03 Settembre 2007 - Conferenza stampa
"The Sun Also Rises"
Intervista al cast.
di Andrea D'Addio
Alla conferenza stampa di "The sun also rises" sono presenti il reagita Jiang Wen e quasi l'intero cast, compreso il figlio di Jaycee Chan figlio di Jackie e la Joan Chen, di Twin Peaks. Il film è in concorso per il Leone d'oro della 64esima mostra del cinema di Venezia. In sala, a fine proiezione, qualche applauso, ma sicuramente non una standing ovation. Le domande sono state rivolte soprattutto per il regista.
Nel suo film è molto importante la musica e le canzoni.Come si muove quando deve sceglierle, quali criteri segue?
Jiang Wen: Partono da esperienze vissute in gioventù, racconti dei colleghi di studio, perfino canzoni che da piccolo mi cantava mia madre.
Nel film racconta quattro episodi diversi legati tra loro. Nonostante questo trovare i collegamenti e capire tutti i riferimenti è difficile. Non è un film lineare…

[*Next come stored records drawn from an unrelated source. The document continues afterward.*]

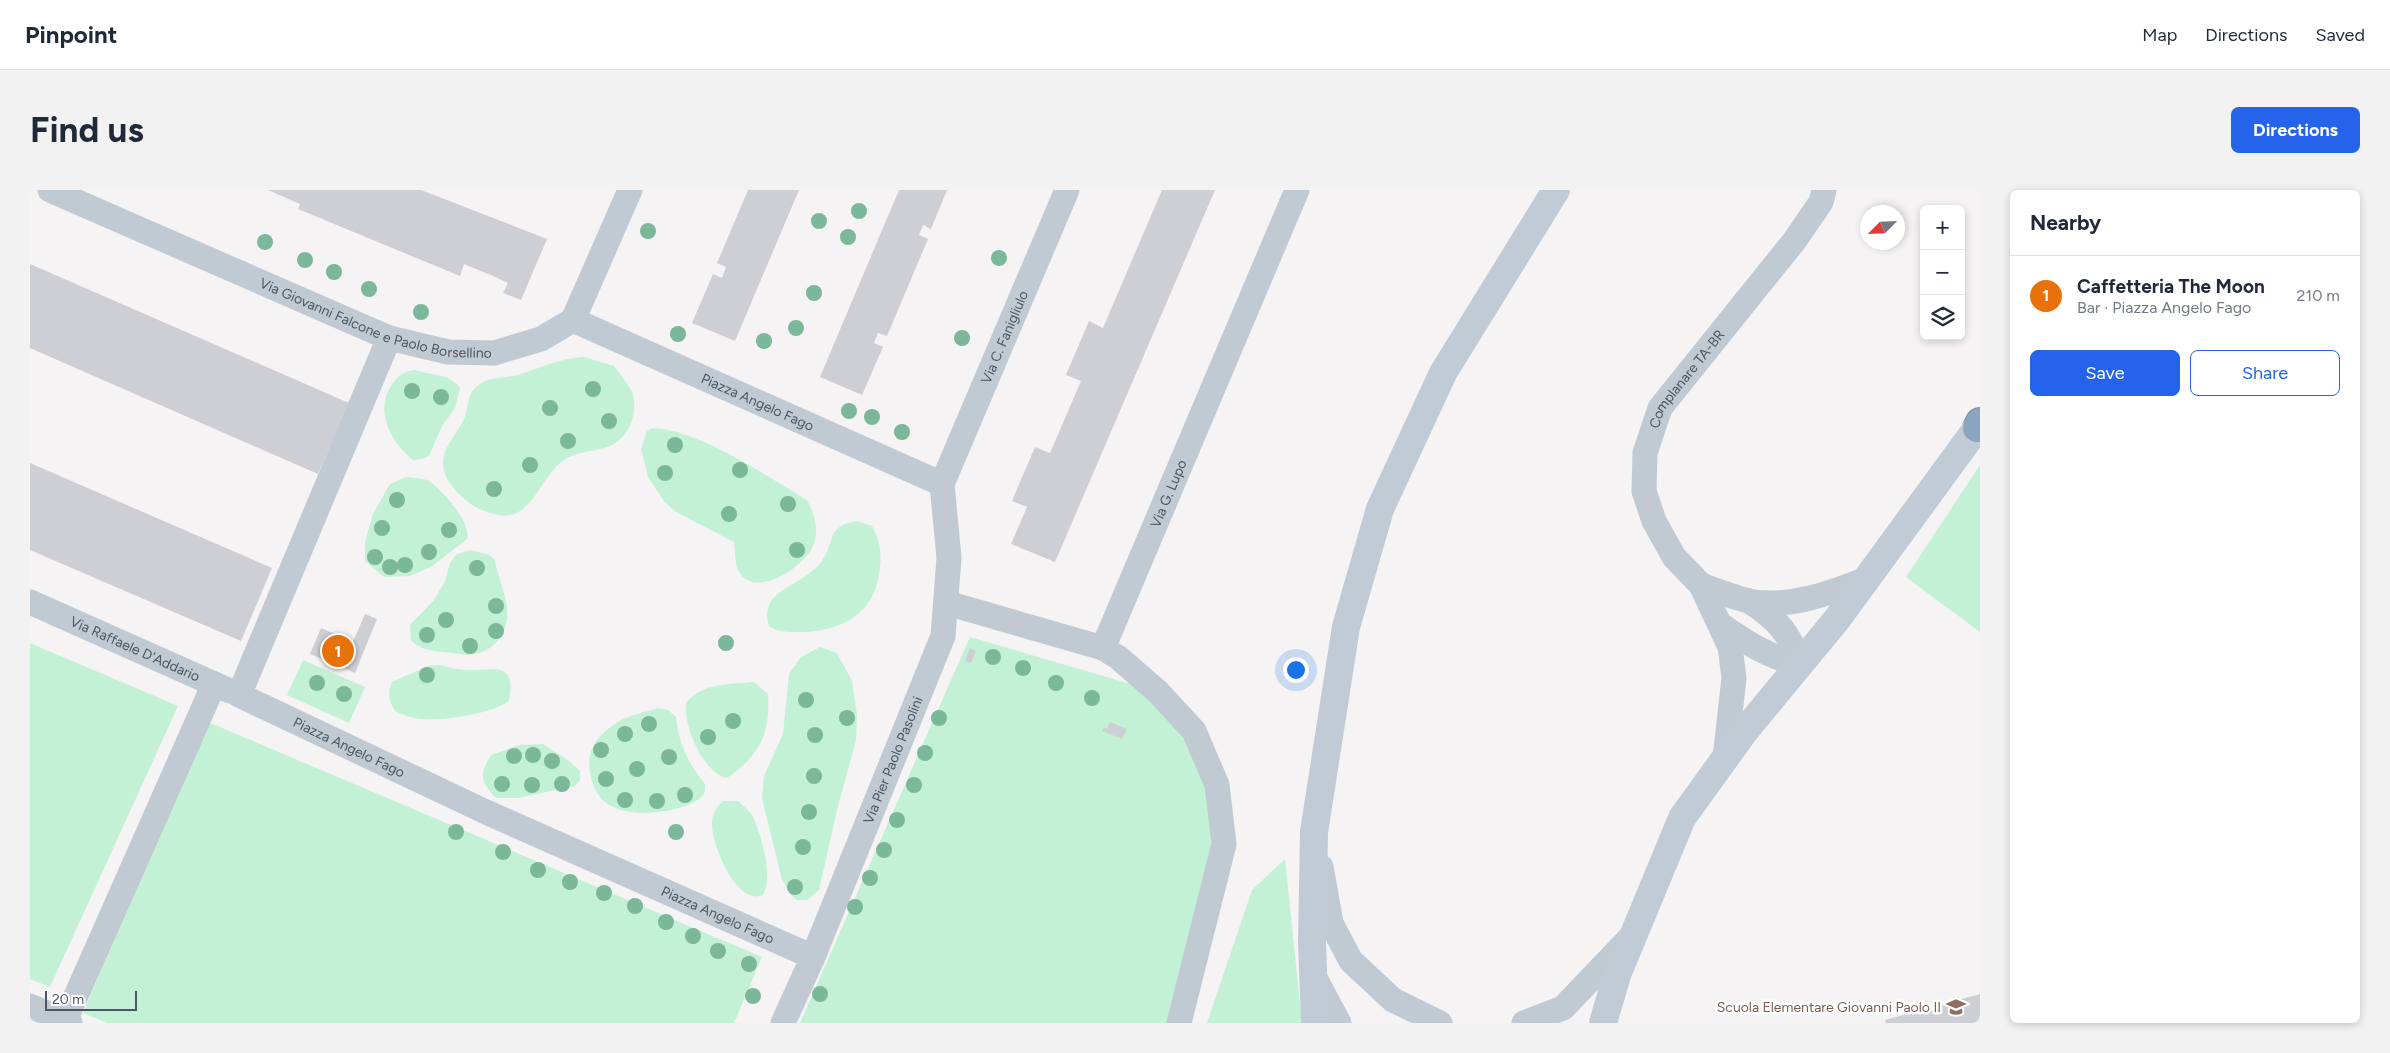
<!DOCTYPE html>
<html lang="en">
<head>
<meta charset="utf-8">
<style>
  :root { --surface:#fff; --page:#f2f2f3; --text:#1f2937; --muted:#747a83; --line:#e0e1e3; --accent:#2563eb }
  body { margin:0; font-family:Figtree,sans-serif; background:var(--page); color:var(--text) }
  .controls { position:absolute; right:15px; top:15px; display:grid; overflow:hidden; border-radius:8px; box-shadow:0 2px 8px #0003 }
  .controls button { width:45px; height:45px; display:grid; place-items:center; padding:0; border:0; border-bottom:1px solid var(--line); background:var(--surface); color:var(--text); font:25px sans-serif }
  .compass { position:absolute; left:1830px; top:15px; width:45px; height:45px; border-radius:50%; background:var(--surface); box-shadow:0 2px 8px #0003; rotate:246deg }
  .scale { position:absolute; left:15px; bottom:12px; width:92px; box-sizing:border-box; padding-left:5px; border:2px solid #4a5661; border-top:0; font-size:14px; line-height:18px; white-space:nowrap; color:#4a5661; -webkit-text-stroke:4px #fff; paint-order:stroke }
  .you { position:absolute; left:1265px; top:479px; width:18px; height:18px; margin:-12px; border:4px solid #fff; border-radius:50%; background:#1a73e8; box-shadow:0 0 0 8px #1a73e833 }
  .badge { display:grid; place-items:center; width:32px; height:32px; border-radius:50%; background:var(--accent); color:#fff; font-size:16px; font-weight:700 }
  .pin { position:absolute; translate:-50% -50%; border:2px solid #fff; box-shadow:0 1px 5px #0006 }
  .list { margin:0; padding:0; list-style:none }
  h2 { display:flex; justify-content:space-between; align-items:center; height:65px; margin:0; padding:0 20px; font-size:21px }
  h2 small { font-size:16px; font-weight:400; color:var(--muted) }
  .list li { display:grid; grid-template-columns:32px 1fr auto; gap:15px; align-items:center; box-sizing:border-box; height:80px; padding:0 20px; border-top:1px solid var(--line) }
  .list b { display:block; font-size:19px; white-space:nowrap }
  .list p { margin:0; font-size:16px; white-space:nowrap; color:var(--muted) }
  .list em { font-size:16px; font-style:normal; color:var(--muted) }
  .actions { display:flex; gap:10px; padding:15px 20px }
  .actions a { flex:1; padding:11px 0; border:1px solid var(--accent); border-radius:8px; text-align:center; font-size:18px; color:var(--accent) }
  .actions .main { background:var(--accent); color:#fff }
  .icon { flex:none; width:28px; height:28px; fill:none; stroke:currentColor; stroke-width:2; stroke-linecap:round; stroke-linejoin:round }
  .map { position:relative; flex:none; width:1950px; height:833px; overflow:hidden; border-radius:8px }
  header { display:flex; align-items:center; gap:30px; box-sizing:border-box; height:70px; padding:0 25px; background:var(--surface); border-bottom:1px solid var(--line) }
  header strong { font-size:24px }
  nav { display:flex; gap:28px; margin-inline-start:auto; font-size:18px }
  .intro { display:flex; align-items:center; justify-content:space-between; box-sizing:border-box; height:120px; padding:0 30px }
  h1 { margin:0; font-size:35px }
  .button { padding:12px 22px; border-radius:8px; background:var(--accent); color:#fff; font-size:18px; font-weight:700 }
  main { display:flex; gap:30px; padding:0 30px }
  aside { flex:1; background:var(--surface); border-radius:8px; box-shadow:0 2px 8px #0003 }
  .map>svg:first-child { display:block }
  .green { fill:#c3f1d5 }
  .building { fill:#cdcfd5 }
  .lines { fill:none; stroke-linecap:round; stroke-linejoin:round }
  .highway-casing { stroke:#7690ad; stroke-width:30 }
  .street { stroke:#c1cad2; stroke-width:25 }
  .secondary { stroke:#c1cbd6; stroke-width:28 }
  .highway { stroke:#8ba5c1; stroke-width:28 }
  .tree { fill:#7bb799 }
  .labels { text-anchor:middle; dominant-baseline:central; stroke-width:5; stroke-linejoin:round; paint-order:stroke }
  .street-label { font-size:14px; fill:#4a5661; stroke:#fff }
  .education-label { font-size:14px; fill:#785e54; stroke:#fff; text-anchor:end }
</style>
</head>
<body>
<header>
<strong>Pinpoint</strong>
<nav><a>Map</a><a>Directions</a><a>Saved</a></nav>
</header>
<div class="intro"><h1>Find us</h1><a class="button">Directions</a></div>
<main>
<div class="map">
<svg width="1950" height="833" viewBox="0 0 1950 833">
  <rect width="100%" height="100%" fill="#f5f3f3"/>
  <path class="green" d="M554,167L584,176C590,185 600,195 603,205C608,223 598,249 580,256C564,262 544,261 530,273C508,292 500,334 464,324C453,321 445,318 437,311C426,302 413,289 413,273C413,253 435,238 437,218C438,211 440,203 445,198C456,186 474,189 488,185C510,178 530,168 554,167Z
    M385,180C401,186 420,183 430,198L425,218L412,236L399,266L392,269L383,270C361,252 343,220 363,193C369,185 375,181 385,180Z
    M623,238C670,240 736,286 777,310C785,325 790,342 782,358C772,378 725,409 709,382C704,373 706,362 704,352L646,322L634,311L618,287L611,259L617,241Z
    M1950,275V442L1876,387Z
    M376,287C383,288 394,288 399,291C413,301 441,332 437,349L401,377L380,386L354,387L335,371V352L343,324L360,294Z
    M827,331L842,336C851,353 852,365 849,384C843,425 811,441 772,442C759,442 749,443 739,436C736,427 736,418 742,410C754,395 779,389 792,371C806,350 796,336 827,331Z
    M441,360L459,365L465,370C467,385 477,407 477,419C480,448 456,469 429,464C411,461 396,463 381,451L380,435L404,410L415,391L420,373L427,364Z
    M940,447L1128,502L1164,541L1194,654L1149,833H770Z
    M0,453L148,516L20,797L0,789Z
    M790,457L807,463L822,491L827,525L826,550L807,620L789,700L777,710H767L762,706L752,690L732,608L734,586L753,544L759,484L771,467Z
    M273,470L335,497L319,533L257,505Z
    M408,475C417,476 426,480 435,480C462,482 487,468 479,511C462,524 412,531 391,529C382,528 373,525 365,521C359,511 357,503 362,492L398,476Z
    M724,492L738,504C740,544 731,564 697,588C673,583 653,535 656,513C671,493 702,494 724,492Z
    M628,518L638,520L646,527C648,552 659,575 675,594C677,607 667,611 657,615C635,624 596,628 575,612C562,602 555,575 562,559C566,548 578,538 588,532C599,525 616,522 628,518Z
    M178,532L732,767L704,833H77L53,823Z
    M513,554L539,571L550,581V590L545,596L488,608H466C450,591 449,585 461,565L490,555Z
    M693,611H708C713,616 719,620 722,625C731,643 744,687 733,705C706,717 680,651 682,631C683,623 687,616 693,611Z
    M1255,669L1272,833H1177L1222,700Z"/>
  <path class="building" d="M238,0H391L517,49L491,110L473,103L478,93L463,86L434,74L430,86L268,19L270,14Z
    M718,0H769L705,151L662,133L683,84L692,88L696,77L687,73Z
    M869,0H917L901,39L893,35L889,45L898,49L857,146L848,143L844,153L853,157L832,205L790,187Z
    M1132,0H1185L1025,372L981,354L997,317L982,311L1005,257L1020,263L1051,191L1036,185L1059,131L1073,138Z
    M0,74L319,213L288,284L0,158Z
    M0,273L242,378L211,451L0,360Z
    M335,424L347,429L325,483L280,464L291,438L323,452Z
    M940,458L946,461L941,473L935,471Z
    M1080,532L1097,539L1092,549L1072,541L1074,538L1077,539Z
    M1950,804V833H1856L1855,830Z"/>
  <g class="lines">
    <defs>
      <path id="highway" d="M1947,238L1950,232"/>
    </defs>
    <use href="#highway" class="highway-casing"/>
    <g class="street">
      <path id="s1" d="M20,0L359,148L418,162L464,163L511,149L543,130L600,0"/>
      <path id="s2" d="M543,130L912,294"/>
      <path id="s3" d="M359,148L209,505L456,622L783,767"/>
      <path d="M1671,395C1687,401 1703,407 1719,411C1758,419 1801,403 1836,389"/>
      <path d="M1719,411C1747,429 1760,443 1770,475"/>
      <path id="s4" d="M0,412L200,501"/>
      <path id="s5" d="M917,413L1073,458L1267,0"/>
      <path d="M1691,435C1718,454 1738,466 1770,475"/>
      <path d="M1073,458L1089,468L1128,502L1164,541L1187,595L1194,654L1149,833"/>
      <path id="s6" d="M1695,568L1704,488L1700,457L1671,395L1644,367L1624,331L1614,301L1615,263L1630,218L1765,50L1791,12L1794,0"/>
      <path d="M1291,677L1301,733L1321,771L1363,810L1410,833"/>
      <path d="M1284,786L1309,833"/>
      <path d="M0,816L40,833"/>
      <path d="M34,833L184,494"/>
      <path id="s7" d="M753,833L783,767L913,446L919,368L912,294L1037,0"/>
      <path d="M1494,833L1533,818L1600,748"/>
    </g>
    <path class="secondary" d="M1285,833L1282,752L1284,642L1316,437L1350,319L1413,183L1526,0
      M1573,833L1587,785L1652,628L1714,542L1808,428L1947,238"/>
    <use href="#highway" class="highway"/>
  </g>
  <g class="tree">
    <circle cx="829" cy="21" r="8"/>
    <circle cx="789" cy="31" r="8"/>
    <circle cx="618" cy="41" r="8"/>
    <circle cx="818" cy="47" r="8"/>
    <circle cx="235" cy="52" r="8"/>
    <circle cx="969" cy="68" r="8"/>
    <circle cx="275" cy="70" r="8"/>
    <circle cx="304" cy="82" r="8"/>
    <circle cx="339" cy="99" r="8"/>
    <circle cx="784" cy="103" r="8"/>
    <circle cx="391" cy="122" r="8"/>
    <circle cx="766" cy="138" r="8"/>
    <circle cx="648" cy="144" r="8"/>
    <circle cx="932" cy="148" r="8"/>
    <circle cx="734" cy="151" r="8"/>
    <circle cx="563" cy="199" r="8"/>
    <circle cx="382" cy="201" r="8"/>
    <circle cx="411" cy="207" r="8"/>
    <circle cx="520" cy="218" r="8"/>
    <circle cx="819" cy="221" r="8"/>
    <circle cx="842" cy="227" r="8"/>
    <circle cx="579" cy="231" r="8"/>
    <circle cx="872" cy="242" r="8"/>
    <circle cx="538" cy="251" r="8"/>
    <circle cx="645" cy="255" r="8"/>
    <circle cx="500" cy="275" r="8"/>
    <circle cx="710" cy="280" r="8"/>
    <circle cx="635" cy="283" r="8"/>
    <circle cx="464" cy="299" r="8"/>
    <circle cx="367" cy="310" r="8"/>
    <circle cx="758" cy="314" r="8"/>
    <circle cx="699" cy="324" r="8"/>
    <circle cx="352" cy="338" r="8"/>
    <circle cx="419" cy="340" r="8"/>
    <circle cx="767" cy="360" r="8"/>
    <circle cx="399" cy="362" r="8"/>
    <circle cx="345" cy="367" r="8"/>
    <circle cx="375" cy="375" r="8"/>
    <circle cx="360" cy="377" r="8"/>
    <circle cx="447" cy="378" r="8"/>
    <circle cx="466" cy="416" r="8"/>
    <circle cx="416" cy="430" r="8"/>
    <circle cx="466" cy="441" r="8"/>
    <circle cx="397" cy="445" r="8"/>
    <circle cx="696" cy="453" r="8"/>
    <circle cx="440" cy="456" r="8"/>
    <circle cx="963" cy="467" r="8"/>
    <circle cx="993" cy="478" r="8"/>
    <circle cx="397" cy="485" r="8"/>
    <circle cx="287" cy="493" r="8"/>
    <circle cx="1026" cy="493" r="8"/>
    <circle cx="314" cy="504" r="8"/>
    <circle cx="1062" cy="508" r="8"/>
    <circle cx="776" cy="510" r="8"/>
    <circle cx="817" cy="528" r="8"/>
    <circle cx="909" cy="528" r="8"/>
    <circle cx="703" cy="531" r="8"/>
    <circle cx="619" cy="534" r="8"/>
    <circle cx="595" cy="544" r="8"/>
    <circle cx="785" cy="545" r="8"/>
    <circle cx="678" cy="547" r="8"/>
    <circle cx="571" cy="560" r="8"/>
    <circle cx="895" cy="563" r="8"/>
    <circle cx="503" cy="565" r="8"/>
    <circle cx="484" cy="566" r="8"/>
    <circle cx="639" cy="567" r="8"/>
    <circle cx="522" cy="571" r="8"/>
    <circle cx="607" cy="579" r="8"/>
    <circle cx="784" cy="586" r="8"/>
    <circle cx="576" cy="589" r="8"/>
    <circle cx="472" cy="594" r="8"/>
    <circle cx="532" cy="594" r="8"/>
    <circle cx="502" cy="595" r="8"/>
    <circle cx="884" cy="595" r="8"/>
    <circle cx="655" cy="605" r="8"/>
    <circle cx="595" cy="610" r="8"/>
    <circle cx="627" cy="611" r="8"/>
    <circle cx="779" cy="622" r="8"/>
    <circle cx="867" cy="630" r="8"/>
    <circle cx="426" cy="642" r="8"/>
    <circle cx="646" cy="642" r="8"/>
    <circle cx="773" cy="657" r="8"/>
    <circle cx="854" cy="660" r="8"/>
    <circle cx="473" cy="662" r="8"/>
    <circle cx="508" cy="680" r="8"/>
    <circle cx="840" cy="688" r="8"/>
    <circle cx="540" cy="692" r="8"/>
    <circle cx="765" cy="697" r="8"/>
    <circle cx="574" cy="703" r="8"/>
    <circle cx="605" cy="716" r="8"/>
    <circle cx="825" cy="717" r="8"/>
    <circle cx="636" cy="732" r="8"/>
    <circle cx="663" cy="746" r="8"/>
    <circle cx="688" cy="761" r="8"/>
    <circle cx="719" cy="774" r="8"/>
    <circle cx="790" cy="804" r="8"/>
    <circle cx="723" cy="806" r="8"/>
  </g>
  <defs>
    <symbol id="school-bare" viewBox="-9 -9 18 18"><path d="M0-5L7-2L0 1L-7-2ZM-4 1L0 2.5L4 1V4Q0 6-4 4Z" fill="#8d6e63" stroke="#fff" stroke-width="2.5" paint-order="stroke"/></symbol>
  </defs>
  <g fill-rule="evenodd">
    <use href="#school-bare" x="1912" y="803" width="28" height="28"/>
  </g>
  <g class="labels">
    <g class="street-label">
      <text stroke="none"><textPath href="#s1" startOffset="352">Via Giovanni Falcone e Paolo Borsellino</textPath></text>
      <text stroke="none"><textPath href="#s7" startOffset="731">Via C. Fanigliulo</textPath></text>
      <text stroke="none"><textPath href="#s6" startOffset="416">Complanare TA-BR</textPath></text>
      <text stroke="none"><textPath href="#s2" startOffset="202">Piazza Angelo Fago</textPath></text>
      <text stroke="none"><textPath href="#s5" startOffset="330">Via G. Lupo</textPath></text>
      <text stroke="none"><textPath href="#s4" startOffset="115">Via Raffaele D'Addario</textPath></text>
      <text stroke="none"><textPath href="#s3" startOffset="509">Piazza Angelo Fago</textPath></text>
      <text stroke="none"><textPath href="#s7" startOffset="285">Via Pier Paolo Pasolini</textPath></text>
      <text stroke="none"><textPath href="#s3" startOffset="914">Piazza Angelo Fago</textPath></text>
    </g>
    <g class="education-label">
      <text x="1911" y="817">Scuola Elementare Giovanni Paolo II</text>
    </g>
  </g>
</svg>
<div class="controls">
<button>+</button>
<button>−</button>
<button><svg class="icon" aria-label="layers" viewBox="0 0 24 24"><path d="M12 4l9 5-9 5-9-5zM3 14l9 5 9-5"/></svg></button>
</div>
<svg class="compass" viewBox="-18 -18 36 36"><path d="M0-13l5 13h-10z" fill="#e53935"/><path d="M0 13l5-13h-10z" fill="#747a83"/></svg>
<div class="scale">20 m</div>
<div class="you"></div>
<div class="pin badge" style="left:308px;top:461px;background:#e8710a">1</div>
</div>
<aside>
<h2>Nearby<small></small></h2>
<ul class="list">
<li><span class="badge" style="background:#e8710a">1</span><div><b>Caffetteria The Moon</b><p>Bar · Piazza Angelo Fago</p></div><em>210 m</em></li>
</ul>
<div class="actions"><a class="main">Save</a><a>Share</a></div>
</aside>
</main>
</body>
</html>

Jiang Wen: Il mio punto di vista è lontano dalla lettura che l'Occidente spesso cerca nei nostri film. Quella che offro sul mio Paese è piuttosto in chiave artistica. Lo chiamerei magismo realistico, una sorta di inversione alla cinese del realismo magico sudamericano.Il principale scopo del film è rappresentare emozioni e rapporti fra le persone. Sono nato nel 1963 e ho quindi vissuto in prima persona la Rivoluzione culturale. L'epoca storica fa però soltanto da sfondo ai veri protagonisti, che sono i sentimenti.
Nel primo e nell'ultimo episodio parla, latamente dell'Unione sovietica. Una ragione politica?
Jiang Wen: Il riferimento all'Unione Sovietica è autobiografico e privo di qualsiasi valenza politica. L'influenza russa, così come quella del Giappone e dei Paesi più propriamente occidentali, accompagna la nostra storia da più di 100 anni. Un elemento che ancora oggi pesa molto e allora si è rivelato determinante per la stessa Rivoluzione culturale.
Che idea avete della Rivoluzione culturale cinese?
Joan Chen: Fu un periodo particolare per la Cina, difficile parlarne così qui.Potrà sembrare assurdo, ma la Rivoluzione culturale era anche questo: perdersi in interminabili discussioni teoriche o scatenare un finimondo per scovare chi poteva aver toccato un sedere.